Git development
 help / color / mirror / Atom feed
From: "Johannes Schindelin via GitGitGadget" <gitgitgadget@gmail.com>
To: git@vger.kernel.org
Cc: "Derrick Stolee" <stolee@gmail.com>,
	"Torsten Bögershausen" <tboegi@web.de>,
	"Jeff King" <peff@peff.net>, "Patrick Steinhardt" <ps@pks.im>,
	"Johannes Schindelin" <johannes.schindelin@gmx.de>,
	"Johannes Schindelin" <johannes.schindelin@gmx.de>
Subject: [PATCH v3 02/11] git-zlib: handle data streams larger than 4GB
Date: Fri, 08 May 2026 08:16:40 +0000	[thread overview]
Message-ID: <c611913194cab1fcba5f990bf44ba15f721e1223.1778228209.git.gitgitgadget@gmail.com> (raw)
In-Reply-To: <pull.2102.v3.git.1778228209.gitgitgadget@gmail.com>

From: Johannes Schindelin <johannes.schindelin@gmx.de>

On Windows, zlib's `uLong` type is 32-bit even on 64-bit systems. When
processing data streams larger than 4GB, the `total_in` and `total_out`
fields in zlib's `z_stream` structure wrap around, which caused the
sanity checks in `zlib_post_call()` to trigger `BUG()` assertions.

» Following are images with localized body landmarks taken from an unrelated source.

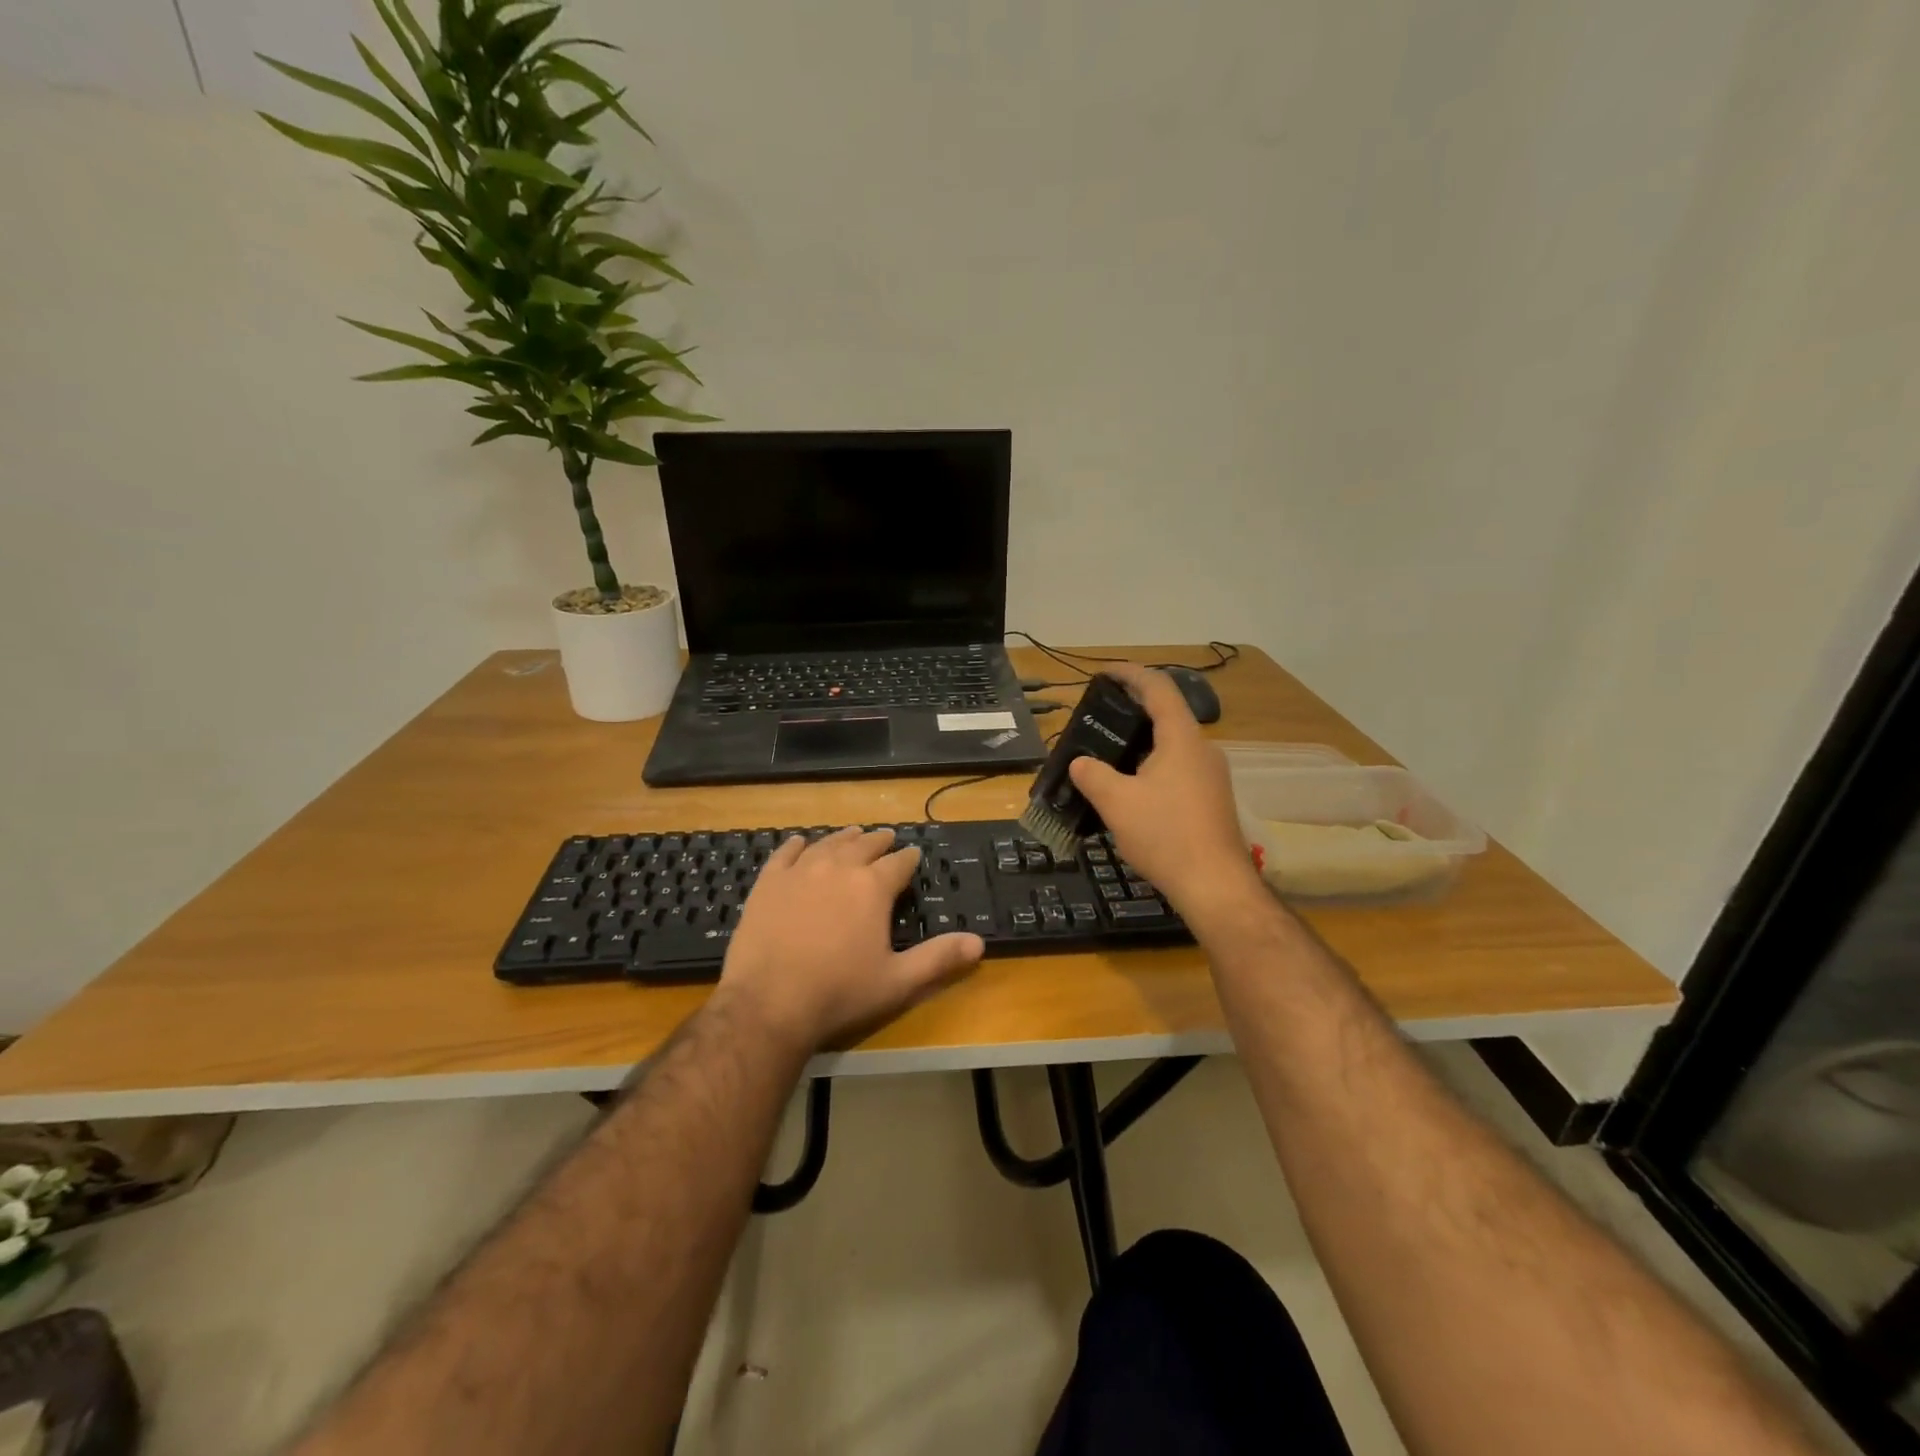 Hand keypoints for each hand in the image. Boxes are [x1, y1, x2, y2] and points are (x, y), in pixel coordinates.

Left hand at [718, 827, 984, 1051]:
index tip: (914, 854)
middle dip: (879, 841)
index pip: (898, 863)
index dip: (909, 858)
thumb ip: (938, 959)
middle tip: (887, 838)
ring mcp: (799, 872)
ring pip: (828, 844)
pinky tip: (801, 842)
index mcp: (872, 888)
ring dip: (844, 837)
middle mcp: (838, 868)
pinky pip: (785, 854)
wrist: (768, 1003)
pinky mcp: (769, 883)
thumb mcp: (897, 982)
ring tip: (853, 834)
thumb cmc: (839, 993)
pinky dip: (797, 845)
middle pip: (863, 845)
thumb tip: (979, 942)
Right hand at [1068, 663, 1260, 916]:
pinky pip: (1178, 769)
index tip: (1103, 672)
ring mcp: (1211, 776)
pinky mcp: (1212, 800)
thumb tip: (1079, 763)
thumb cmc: (1165, 835)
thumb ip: (1093, 775)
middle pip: (1167, 715)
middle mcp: (1202, 749)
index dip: (1130, 674)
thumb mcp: (1117, 803)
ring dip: (1141, 743)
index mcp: (1182, 738)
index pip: (1158, 688)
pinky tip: (1131, 789)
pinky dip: (1152, 766)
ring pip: (1172, 746)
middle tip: (1099, 718)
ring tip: (1108, 755)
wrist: (1215, 886)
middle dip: (1132, 711) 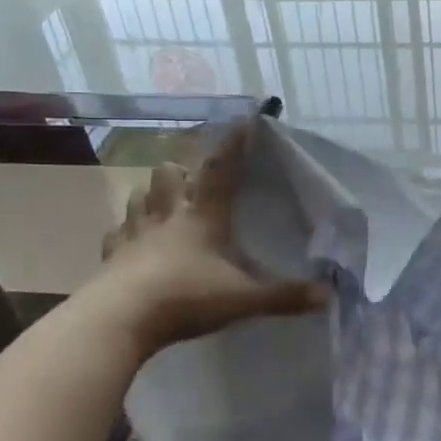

The git_zstream wrapper now tracks its own 64-bit totals rather than
copying them from zlib. The sanity checks compare only the low bits,
using `maximum_unsigned_value_of_type(uLong)` to mask appropriately for
the platform's `uLong` size.

This is based on work by LordKiRon in git-for-windows#6076.

Signed-off-by: Johannes Schindelin <johannes.schindelin@gmx.de>
---
 git-zlib.c    | 25 +++++++++++++++++--------
 git-zlib.h    |  4 ++--
 object-file.c |  2 +-
 3 files changed, 20 insertions(+), 11 deletions(-)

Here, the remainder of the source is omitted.